In den drei Tagen vor der Klassenfahrt unternahm ich sehr viel mit Noah, Rachel, Noemi, Laura und Kane. Tatsächlich war aus dem anfänglichen Gespräch mit Kane innerhalb drei Tage eine Freundschaft geworden und so bildeten wir sechs die erste Clique in unserer Klasse. Drei Tage unternahmen wir alles gemeinsam, luden einander nach Hause ein, arbeiteten in Gruppen-Arbeiten immer zusammen, saßen in den Pausen und in der Cafeteria an einem Tisch, der schnell unser Stammtisch wurde, bearbeiteten Hausaufgaben bei einem von uns sechsen Zuhause und machten Ausritte auf meiner Farm. Rachel war ziemlich froh, dass ich so gesellig war, denn alleine hätte sie mit ihrer schüchternen Art keine oder wenig Freunde gefunden. Laura, die selbst ebenfalls zurückhaltend war, hatte sich einfach an Noemi gehängt, sich aber schnell uns allen gegenüber geöffnet, als sie gemerkt hatte, wie offen und gesprächig wir waren.

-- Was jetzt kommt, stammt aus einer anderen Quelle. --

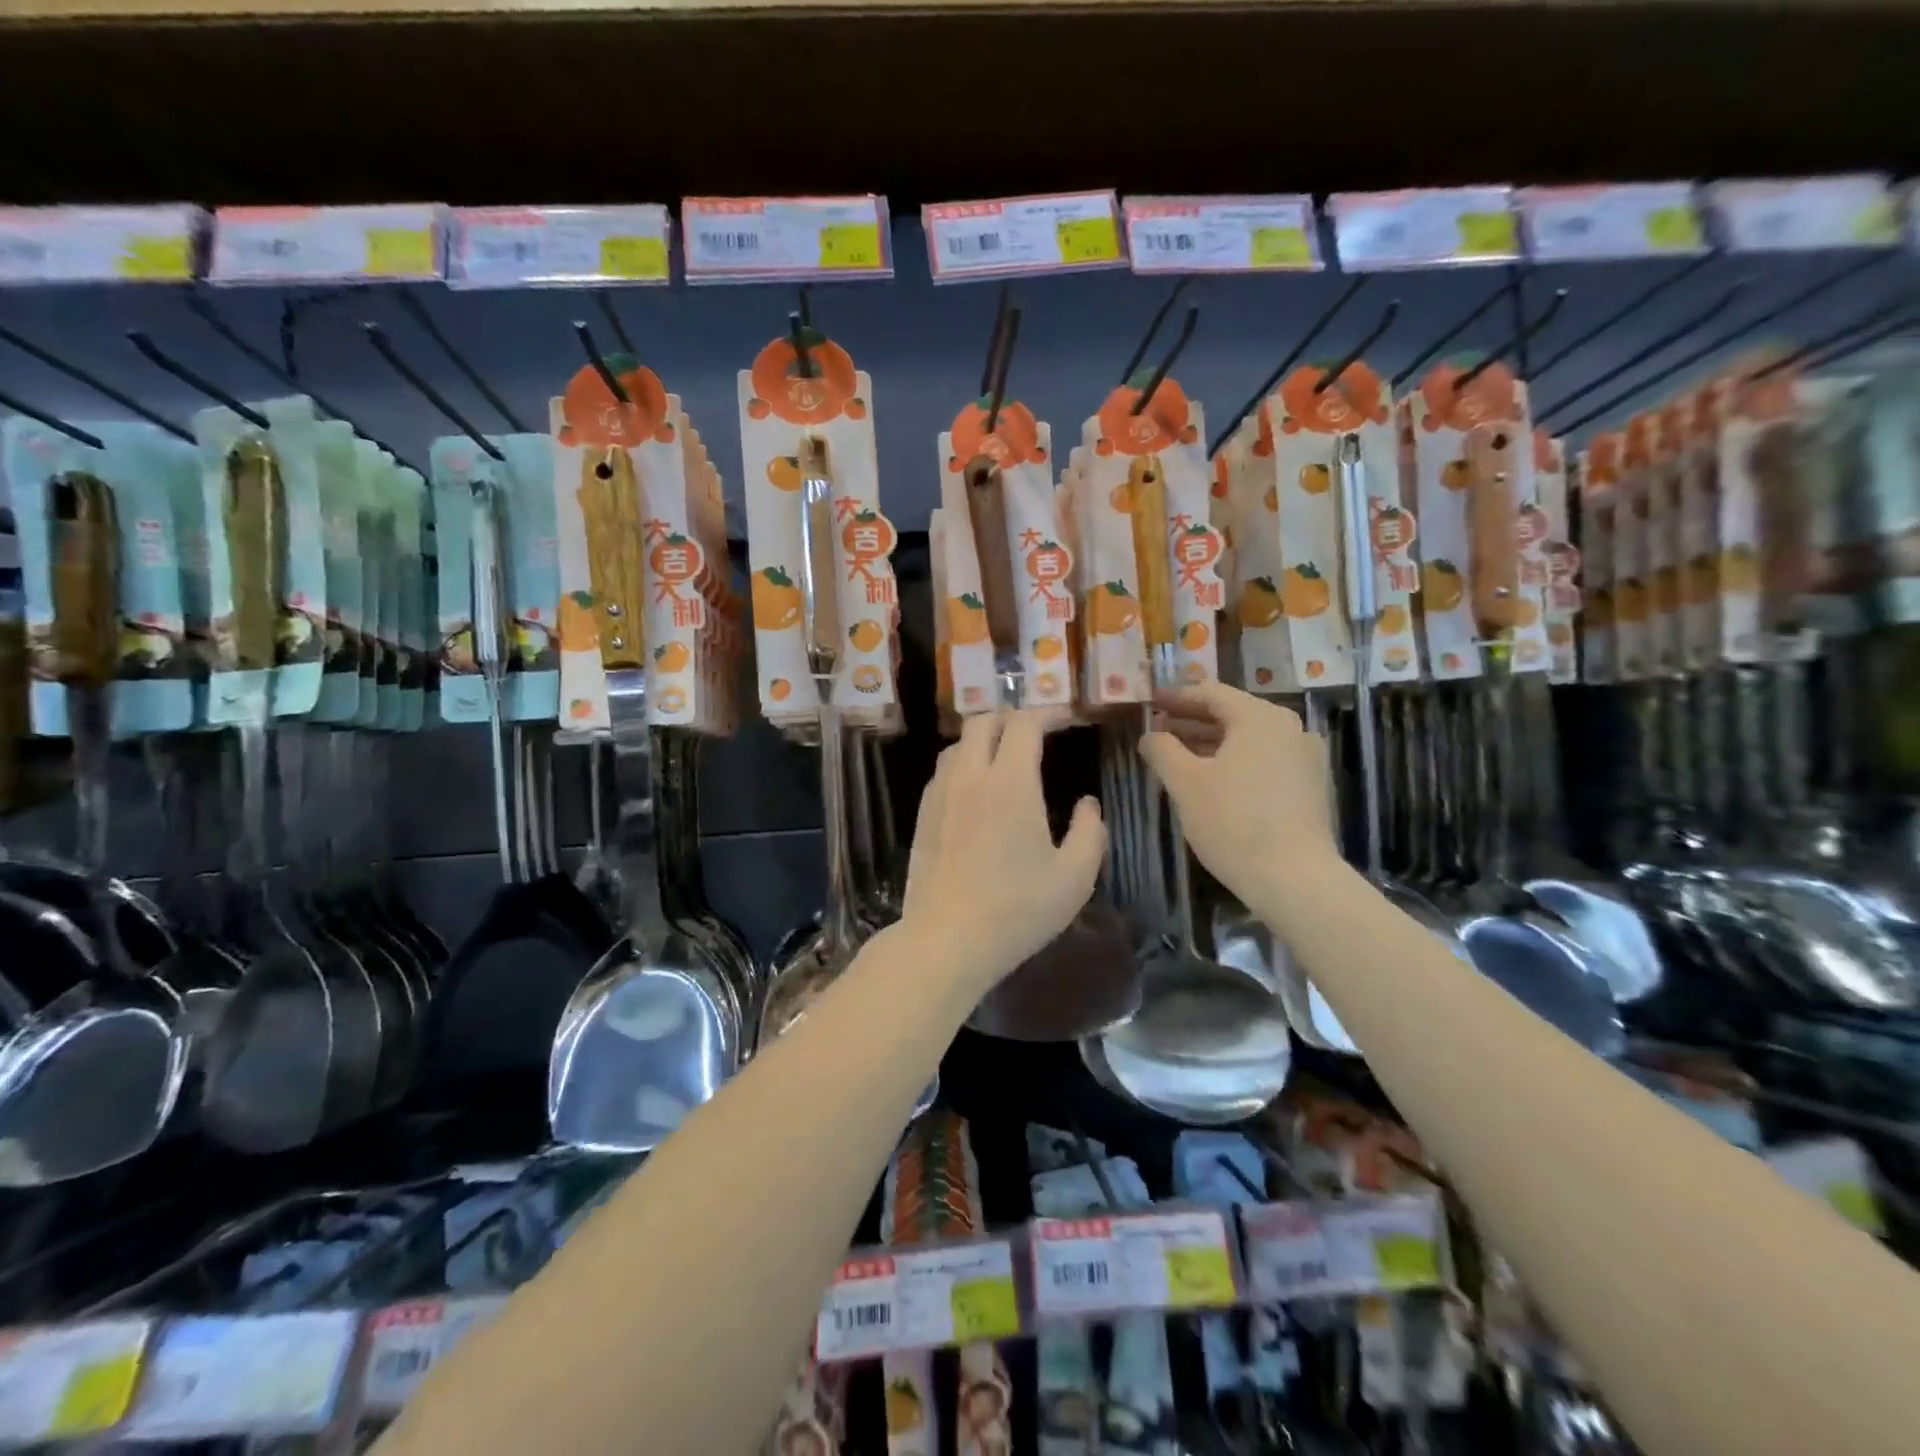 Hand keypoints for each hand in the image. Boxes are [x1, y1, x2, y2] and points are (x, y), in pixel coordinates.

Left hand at [901, 709, 1105, 992]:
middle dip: (1013, 717)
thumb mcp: (1075, 877)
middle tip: (1036, 733)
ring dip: (984, 739)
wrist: (947, 940)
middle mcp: (970, 776)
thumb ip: (1090, 831)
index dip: (1049, 713)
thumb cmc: (1018, 909)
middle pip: (984, 721)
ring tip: (1005, 757)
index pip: (1025, 723)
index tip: (1067, 719)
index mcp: (1011, 782)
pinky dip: (963, 763)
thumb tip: (1087, 803)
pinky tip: (975, 789)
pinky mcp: (922, 815)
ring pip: (958, 744)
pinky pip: (943, 771)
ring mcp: (940, 794)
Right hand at [1139, 683, 1338, 910]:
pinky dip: (1236, 759)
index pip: (1211, 693)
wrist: (1294, 878)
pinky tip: (1213, 778)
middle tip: (1159, 728)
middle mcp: (1289, 727)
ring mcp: (1305, 756)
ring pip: (1249, 738)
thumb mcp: (1185, 783)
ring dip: (1212, 741)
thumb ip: (1162, 750)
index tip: (1150, 702)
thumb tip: (1150, 734)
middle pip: (1232, 713)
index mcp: (1260, 717)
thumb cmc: (1232, 822)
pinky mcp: (1310, 785)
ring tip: (1179, 754)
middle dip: (1192, 720)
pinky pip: (1265, 758)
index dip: (1176, 697) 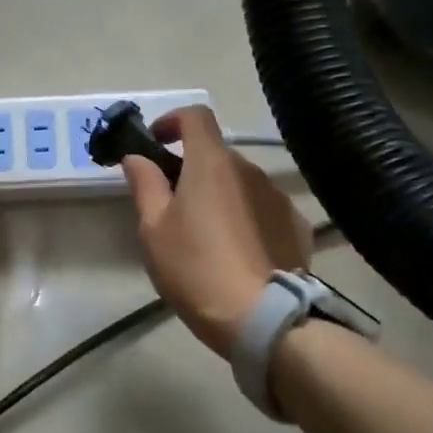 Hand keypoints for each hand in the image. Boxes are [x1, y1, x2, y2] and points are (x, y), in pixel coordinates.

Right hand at [121, 106, 311, 356]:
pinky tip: (238, 251)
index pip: (195, 115)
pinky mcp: (296, 225)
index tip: (156, 142)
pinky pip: (263, 208)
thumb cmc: (196, 269)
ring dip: (220, 194)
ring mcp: (278, 196)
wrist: (261, 316)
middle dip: (192, 168)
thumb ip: (145, 186)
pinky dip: (246, 217)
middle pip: (216, 154)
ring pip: (241, 182)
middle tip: (172, 204)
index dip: (172, 120)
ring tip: (206, 235)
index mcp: (211, 164)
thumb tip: (136, 157)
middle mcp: (250, 170)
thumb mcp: (154, 230) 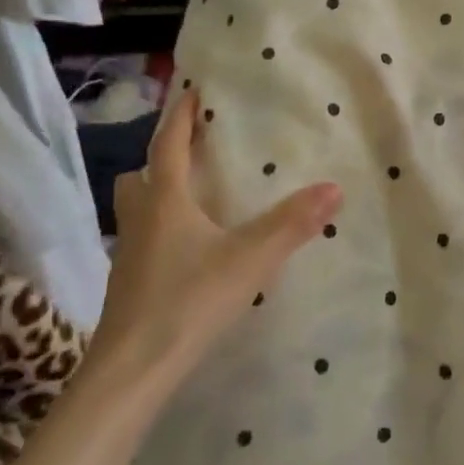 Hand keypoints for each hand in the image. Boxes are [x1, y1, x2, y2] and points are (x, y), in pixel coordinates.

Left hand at [85, 90, 341, 400]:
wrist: (131, 372)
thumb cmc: (186, 302)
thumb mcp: (249, 259)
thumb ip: (292, 224)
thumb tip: (334, 187)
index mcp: (164, 203)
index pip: (168, 147)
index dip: (180, 117)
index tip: (193, 91)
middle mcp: (140, 222)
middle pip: (140, 178)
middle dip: (161, 159)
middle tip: (194, 153)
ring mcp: (129, 257)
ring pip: (137, 212)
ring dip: (157, 196)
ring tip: (194, 199)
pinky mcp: (129, 287)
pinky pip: (144, 242)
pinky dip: (163, 232)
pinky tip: (190, 251) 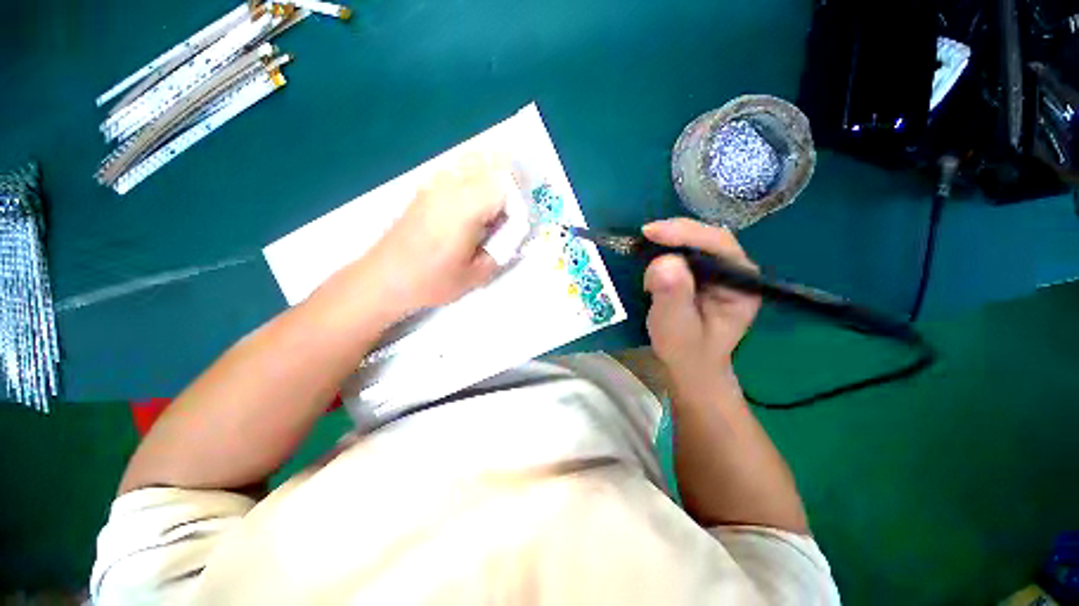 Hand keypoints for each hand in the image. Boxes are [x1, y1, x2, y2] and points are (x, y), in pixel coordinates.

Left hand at [365, 153, 507, 314]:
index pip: (506, 184)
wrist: (384, 278)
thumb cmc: (431, 281)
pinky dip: (475, 181)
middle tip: (510, 217)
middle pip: (493, 165)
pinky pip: (459, 171)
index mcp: (465, 207)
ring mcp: (435, 183)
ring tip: (493, 212)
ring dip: (493, 181)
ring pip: (475, 162)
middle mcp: (450, 186)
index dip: (519, 204)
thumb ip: (502, 251)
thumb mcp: (476, 275)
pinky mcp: (426, 188)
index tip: (516, 227)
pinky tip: (471, 209)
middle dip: (510, 188)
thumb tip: (515, 234)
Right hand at [642, 218, 760, 398]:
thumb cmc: (686, 351)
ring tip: (644, 245)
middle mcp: (736, 272)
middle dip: (676, 234)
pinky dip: (666, 248)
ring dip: (670, 240)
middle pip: (709, 238)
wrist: (689, 365)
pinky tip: (651, 252)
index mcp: (742, 284)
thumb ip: (673, 296)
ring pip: (696, 241)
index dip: (686, 234)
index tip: (652, 232)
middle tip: (645, 235)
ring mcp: (719, 271)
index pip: (720, 247)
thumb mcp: (676, 328)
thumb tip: (663, 262)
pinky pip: (685, 251)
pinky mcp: (702, 273) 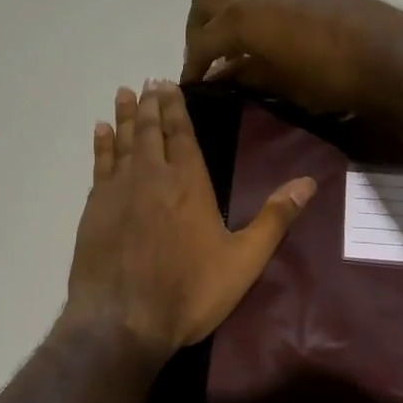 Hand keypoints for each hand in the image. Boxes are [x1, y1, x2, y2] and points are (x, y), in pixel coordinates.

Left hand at [63, 80, 315, 356]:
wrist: (123, 319)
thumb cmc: (189, 292)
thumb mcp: (243, 260)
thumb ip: (275, 219)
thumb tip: (309, 182)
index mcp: (189, 184)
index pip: (181, 134)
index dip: (175, 108)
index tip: (167, 84)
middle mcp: (151, 176)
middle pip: (149, 131)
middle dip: (150, 105)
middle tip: (147, 82)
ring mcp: (118, 191)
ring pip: (122, 143)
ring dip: (123, 117)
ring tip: (123, 94)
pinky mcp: (93, 209)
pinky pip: (99, 165)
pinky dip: (101, 146)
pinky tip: (101, 132)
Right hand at [181, 0, 402, 116]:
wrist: (393, 57)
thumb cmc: (330, 78)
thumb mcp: (280, 84)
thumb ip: (246, 75)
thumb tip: (223, 75)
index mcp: (243, 16)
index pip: (202, 40)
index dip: (192, 65)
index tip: (192, 86)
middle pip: (208, 2)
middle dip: (199, 31)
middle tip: (205, 60)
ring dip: (228, 18)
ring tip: (237, 50)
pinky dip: (255, 13)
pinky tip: (270, 39) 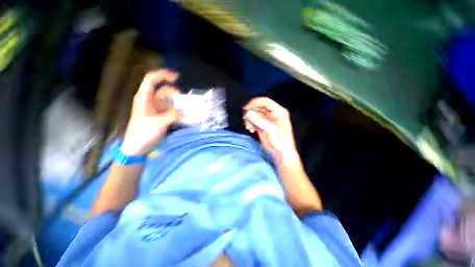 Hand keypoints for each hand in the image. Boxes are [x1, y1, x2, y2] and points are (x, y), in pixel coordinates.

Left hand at [121, 69, 182, 155]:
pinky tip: (185, 115)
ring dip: (178, 103)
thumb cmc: (143, 132)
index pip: (152, 80)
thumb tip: (187, 111)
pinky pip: (172, 109)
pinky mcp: (161, 116)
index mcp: (145, 98)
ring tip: (187, 109)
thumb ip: (174, 115)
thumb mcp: (158, 123)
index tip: (176, 77)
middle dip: (175, 93)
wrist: (137, 146)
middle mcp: (151, 101)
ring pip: (169, 101)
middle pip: (164, 90)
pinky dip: (179, 111)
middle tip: (185, 101)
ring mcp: (157, 109)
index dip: (163, 75)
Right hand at [243, 97, 296, 159]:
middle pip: (257, 107)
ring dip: (249, 119)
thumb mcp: (272, 130)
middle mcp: (271, 113)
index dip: (255, 103)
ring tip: (250, 127)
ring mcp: (265, 119)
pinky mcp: (261, 125)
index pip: (265, 102)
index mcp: (278, 111)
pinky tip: (251, 130)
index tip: (246, 108)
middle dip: (251, 113)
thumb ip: (261, 121)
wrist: (280, 153)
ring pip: (253, 114)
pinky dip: (249, 124)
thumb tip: (249, 113)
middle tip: (246, 120)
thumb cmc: (281, 141)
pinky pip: (252, 121) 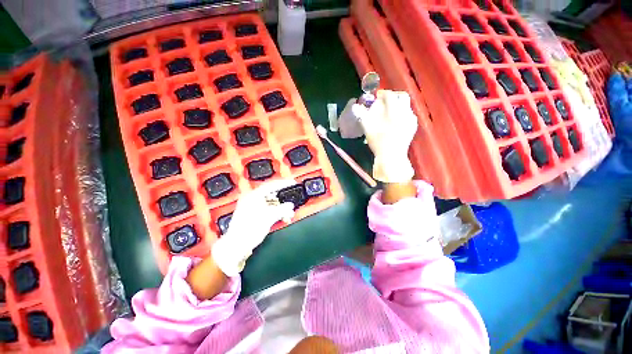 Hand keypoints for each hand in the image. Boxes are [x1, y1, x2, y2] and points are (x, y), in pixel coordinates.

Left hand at [212, 179, 295, 275]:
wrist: (237, 247)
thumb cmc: (250, 230)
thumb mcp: (269, 218)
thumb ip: (281, 209)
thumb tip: (290, 205)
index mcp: (253, 196)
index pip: (271, 185)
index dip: (283, 184)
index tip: (292, 183)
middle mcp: (252, 199)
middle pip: (272, 195)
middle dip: (283, 200)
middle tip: (292, 202)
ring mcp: (252, 207)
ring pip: (271, 204)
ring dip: (281, 208)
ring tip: (289, 214)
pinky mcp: (254, 215)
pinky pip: (268, 210)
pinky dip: (276, 213)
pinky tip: (283, 218)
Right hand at [352, 90, 417, 182]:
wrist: (391, 156)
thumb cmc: (378, 142)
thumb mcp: (368, 128)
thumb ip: (362, 115)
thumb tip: (355, 106)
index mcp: (394, 111)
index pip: (390, 95)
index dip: (383, 93)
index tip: (377, 95)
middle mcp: (405, 112)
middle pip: (402, 96)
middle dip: (393, 96)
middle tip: (385, 101)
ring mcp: (411, 120)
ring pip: (406, 105)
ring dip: (398, 104)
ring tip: (389, 111)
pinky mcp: (413, 127)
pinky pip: (409, 115)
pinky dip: (402, 113)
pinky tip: (396, 121) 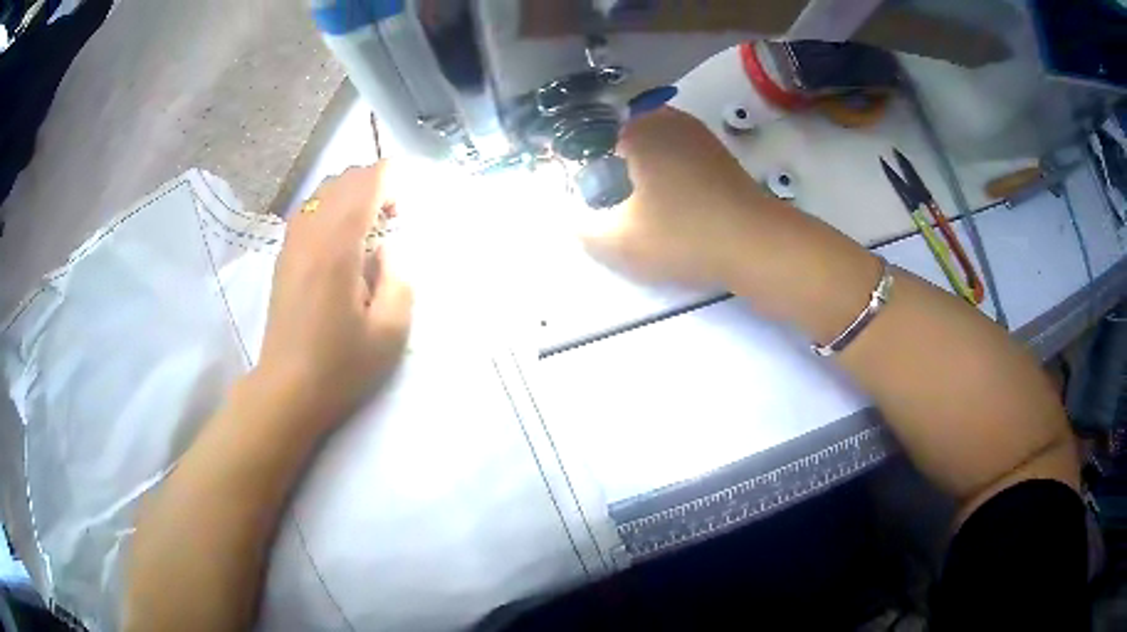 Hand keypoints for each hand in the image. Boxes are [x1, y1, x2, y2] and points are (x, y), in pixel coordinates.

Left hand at [248, 163, 412, 436]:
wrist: (287, 389)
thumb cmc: (341, 365)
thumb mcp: (391, 331)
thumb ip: (400, 278)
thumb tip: (388, 248)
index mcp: (338, 247)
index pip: (365, 184)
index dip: (391, 180)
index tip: (406, 207)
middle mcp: (311, 233)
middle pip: (343, 180)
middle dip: (373, 184)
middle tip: (392, 218)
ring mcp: (292, 242)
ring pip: (322, 192)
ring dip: (351, 195)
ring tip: (368, 226)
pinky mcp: (283, 256)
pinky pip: (308, 210)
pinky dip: (330, 207)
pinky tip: (340, 237)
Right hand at [579, 107, 769, 287]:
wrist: (758, 245)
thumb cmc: (684, 236)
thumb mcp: (619, 242)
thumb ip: (580, 227)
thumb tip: (569, 215)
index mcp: (639, 129)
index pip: (589, 134)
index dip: (576, 163)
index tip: (578, 193)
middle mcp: (667, 119)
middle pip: (619, 134)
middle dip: (606, 162)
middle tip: (603, 198)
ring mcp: (697, 134)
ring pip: (650, 142)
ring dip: (635, 166)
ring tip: (632, 202)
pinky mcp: (717, 153)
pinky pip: (675, 152)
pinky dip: (663, 170)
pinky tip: (667, 200)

Am zweiten Tag waren wir sechs schon so gut miteinander befreundet und die meiste Zeit verbrachten wir auf der Ranch meiner Familie.

Am ersten Tag lud ich Kane, Noah, Laura, Rachel und Noemi zu mir nach Hause ein und zeigte ihnen alles. Noah kannte sich schon aus und übernahm ab und zu die Führung. Er bewegte sich so lässig, als sei ihm das alles schon seit Kindertagen auf vertraut. Alle sechs waren begeistert von den verschiedenen Ställen, den vielen Tieren, aber am liebsten hatten sie den Dachboden.
Bereits am dritten Tag, kurz vor der Klassenfahrt verabredeten wir uns auf dem Dachboden und ich backte zum Empfang Cookies und kochte heiße Schokolade. Noah brachte Bücher mit, Kane ein paar Kartenspiele, Noemi eine Gummibärchen-Box und Rachel und Laura kamen mit einigen Unterlagen im Handgepäck, um zu überprüfen, ob jeder an alles gedacht hatte.
So saßen und lagen wir gerade im Stroh, Kane lehnte an einem Heuballen und wir anderen taten uns an den Snacks gütlich, da fragte Noah: „Bringt ihr Spiele mit?“
„UNO.“, schlug ich vor.
„Mastermind?“, kam es schüchtern von Rachel.
„Wie lange dauert die Klassenfahrt?“, rief Noemi laut.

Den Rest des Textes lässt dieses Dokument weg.